_EXERCISE REQUIREMENTS:_
Look through the records below for the line with "ring tip: (765, 960)". Return that line and each one after it up to and including the line with "thumb ip: (1302, 569)", exactly.

_RECORDS SUPPLIED:_
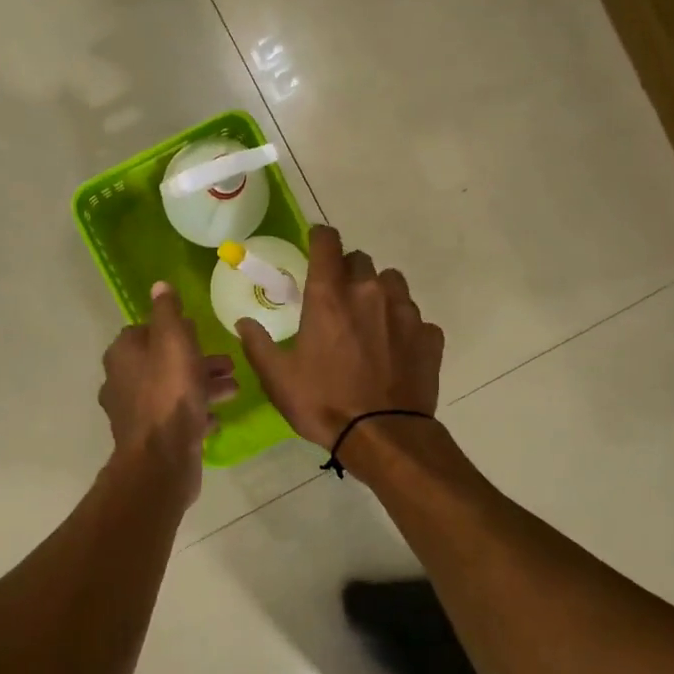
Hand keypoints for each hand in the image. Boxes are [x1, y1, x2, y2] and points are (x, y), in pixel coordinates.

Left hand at [99, 282, 238, 502]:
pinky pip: (174, 418)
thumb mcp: (173, 342)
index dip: (174, 329)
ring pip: (172, 390)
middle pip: (162, 362)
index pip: (145, 331)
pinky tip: (216, 418)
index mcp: (123, 354)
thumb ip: (168, 312)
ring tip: (234, 388)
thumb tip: (159, 286)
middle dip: (196, 360)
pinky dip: (195, 413)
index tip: (199, 331)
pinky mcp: (149, 438)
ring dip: (202, 386)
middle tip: (228, 363)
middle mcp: (121, 381)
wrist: (161, 459)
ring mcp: (134, 413)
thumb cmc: (169, 393)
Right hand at [237, 225, 442, 448]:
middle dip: (347, 271)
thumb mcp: (277, 378)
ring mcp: (405, 312)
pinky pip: (415, 318)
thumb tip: (244, 323)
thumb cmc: (323, 403)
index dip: (320, 237)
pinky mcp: (429, 335)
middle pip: (360, 260)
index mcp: (329, 297)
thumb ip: (258, 344)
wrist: (383, 435)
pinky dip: (403, 326)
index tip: (315, 244)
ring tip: (369, 321)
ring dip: (378, 292)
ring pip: (392, 283)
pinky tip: (394, 350)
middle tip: (337, 299)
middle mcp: (369, 292)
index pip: (327, 242)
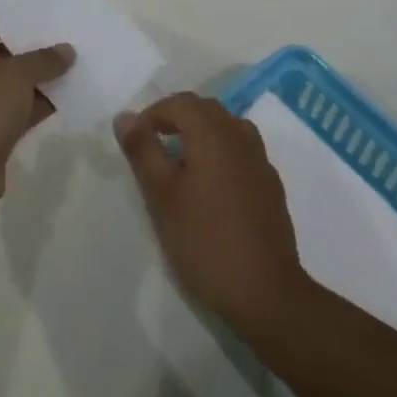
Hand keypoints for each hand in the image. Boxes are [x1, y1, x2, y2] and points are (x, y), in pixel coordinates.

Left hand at [0, 19, 73, 209]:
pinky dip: (43, 102)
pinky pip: (24, 107)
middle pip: (8, 51)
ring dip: (44, 76)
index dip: (20, 15)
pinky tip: (72, 95)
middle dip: (38, 46)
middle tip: (70, 34)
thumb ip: (44, 59)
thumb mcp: (16, 75)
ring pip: (18, 82)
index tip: (50, 10)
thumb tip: (67, 50)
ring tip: (78, 61)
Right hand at [115, 93, 309, 336]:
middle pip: (205, 110)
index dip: (153, 114)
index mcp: (213, 132)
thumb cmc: (205, 241)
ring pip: (226, 128)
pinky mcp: (271, 186)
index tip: (136, 141)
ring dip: (201, 135)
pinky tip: (211, 189)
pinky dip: (221, 155)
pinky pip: (241, 152)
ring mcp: (261, 161)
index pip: (179, 103)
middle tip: (154, 149)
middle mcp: (240, 136)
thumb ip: (142, 151)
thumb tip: (125, 116)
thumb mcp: (161, 196)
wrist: (267, 294)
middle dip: (176, 120)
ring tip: (181, 165)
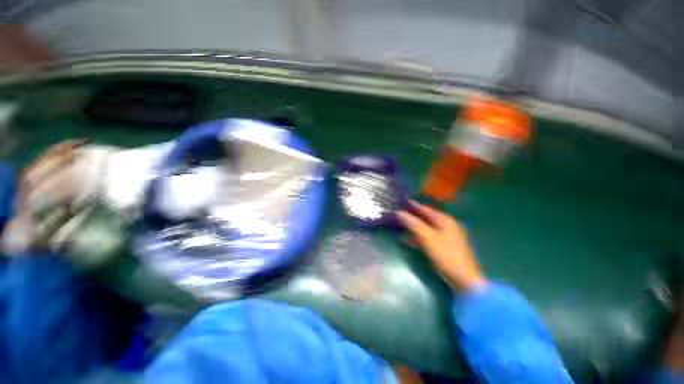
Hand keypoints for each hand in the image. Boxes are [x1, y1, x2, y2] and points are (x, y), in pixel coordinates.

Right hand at [397, 201, 484, 290]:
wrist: (463, 279)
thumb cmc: (446, 254)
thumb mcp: (427, 237)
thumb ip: (413, 224)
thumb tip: (399, 212)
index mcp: (444, 220)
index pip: (425, 209)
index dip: (413, 205)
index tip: (401, 201)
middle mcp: (446, 225)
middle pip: (425, 218)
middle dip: (412, 216)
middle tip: (398, 213)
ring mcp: (445, 236)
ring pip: (426, 228)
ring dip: (414, 227)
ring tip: (400, 225)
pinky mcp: (443, 246)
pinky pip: (427, 237)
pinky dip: (418, 237)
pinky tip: (408, 239)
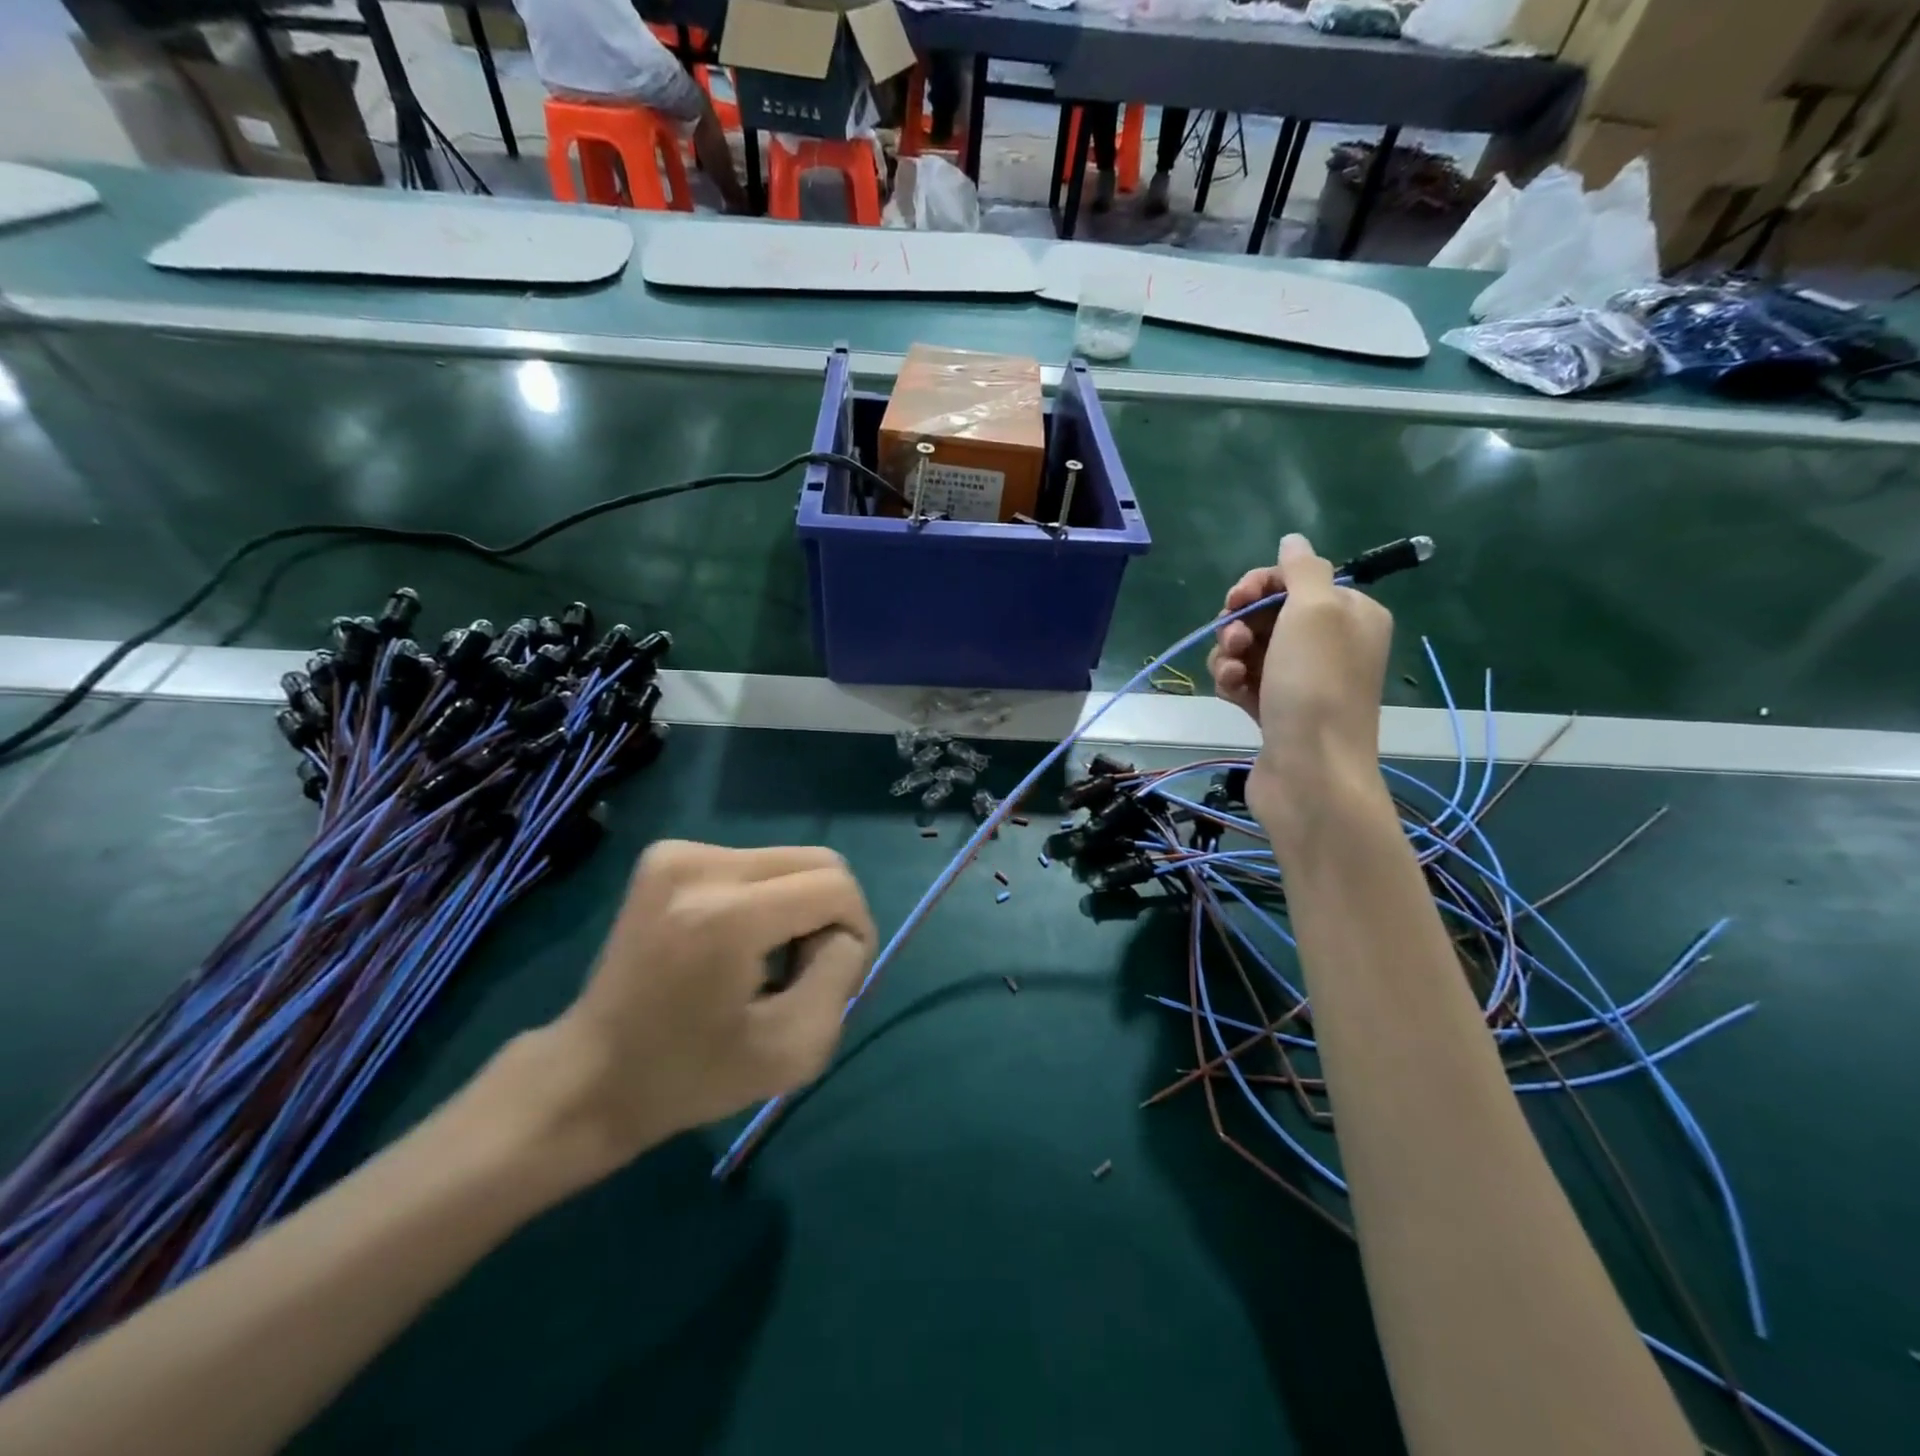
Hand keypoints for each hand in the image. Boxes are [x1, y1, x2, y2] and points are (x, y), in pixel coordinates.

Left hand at [524, 841, 876, 1180]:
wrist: (590, 1076)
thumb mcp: (795, 1050)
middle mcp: (699, 866)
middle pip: (818, 863)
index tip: (831, 980)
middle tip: (801, 971)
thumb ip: (841, 975)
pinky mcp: (665, 855)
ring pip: (789, 861)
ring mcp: (676, 854)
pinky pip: (754, 863)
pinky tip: (735, 942)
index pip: (836, 887)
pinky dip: (765, 899)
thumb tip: (842, 929)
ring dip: (797, 906)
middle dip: (829, 915)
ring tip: (765, 960)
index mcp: (726, 916)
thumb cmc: (692, 1077)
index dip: (855, 931)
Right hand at [1207, 534, 1393, 840]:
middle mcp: (1329, 643)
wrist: (1310, 772)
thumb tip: (1293, 540)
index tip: (1236, 598)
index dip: (1260, 584)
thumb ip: (1302, 569)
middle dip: (1240, 622)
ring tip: (1230, 672)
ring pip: (1249, 648)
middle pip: (1268, 613)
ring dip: (1230, 653)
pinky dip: (1231, 681)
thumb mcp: (1315, 610)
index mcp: (1349, 614)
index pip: (1297, 579)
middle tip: (1234, 639)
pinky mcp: (1276, 709)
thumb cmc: (1316, 685)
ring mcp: (1301, 680)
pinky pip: (1244, 680)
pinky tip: (1229, 692)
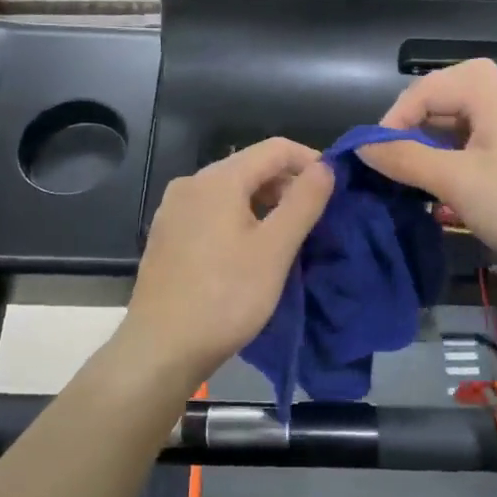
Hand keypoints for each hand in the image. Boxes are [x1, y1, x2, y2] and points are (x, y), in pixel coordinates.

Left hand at [120, 138, 334, 390]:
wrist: (161, 349)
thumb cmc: (226, 297)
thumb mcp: (275, 250)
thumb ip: (304, 202)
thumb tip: (325, 167)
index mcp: (218, 179)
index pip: (275, 148)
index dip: (311, 161)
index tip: (335, 188)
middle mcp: (190, 183)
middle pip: (250, 167)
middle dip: (287, 185)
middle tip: (314, 219)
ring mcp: (174, 210)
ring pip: (231, 191)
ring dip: (264, 204)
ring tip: (287, 238)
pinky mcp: (166, 235)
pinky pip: (211, 212)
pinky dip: (239, 219)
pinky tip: (249, 251)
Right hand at [355, 59, 496, 286]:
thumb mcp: (456, 181)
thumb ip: (406, 159)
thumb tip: (361, 147)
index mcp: (489, 92)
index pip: (424, 89)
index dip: (394, 119)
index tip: (377, 157)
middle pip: (442, 101)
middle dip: (412, 131)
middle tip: (393, 164)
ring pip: (457, 125)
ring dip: (431, 150)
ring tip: (413, 180)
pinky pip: (475, 147)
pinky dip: (452, 163)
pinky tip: (443, 195)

_SOLUTION FOR THIS EXERCISE:_
ring tip: (765, 960)
index mcp: (726, 916)
thumb cmc: (692, 1077)
index dip: (855, 931)
Right hand at [1207, 534, 1393, 840]:
middle mcp: (1329, 643)
wrist: (1310, 772)
thumb tip: (1293, 540)
index tip: (1236, 598)
index dip: (1260, 584)
thumb ip: (1302, 569)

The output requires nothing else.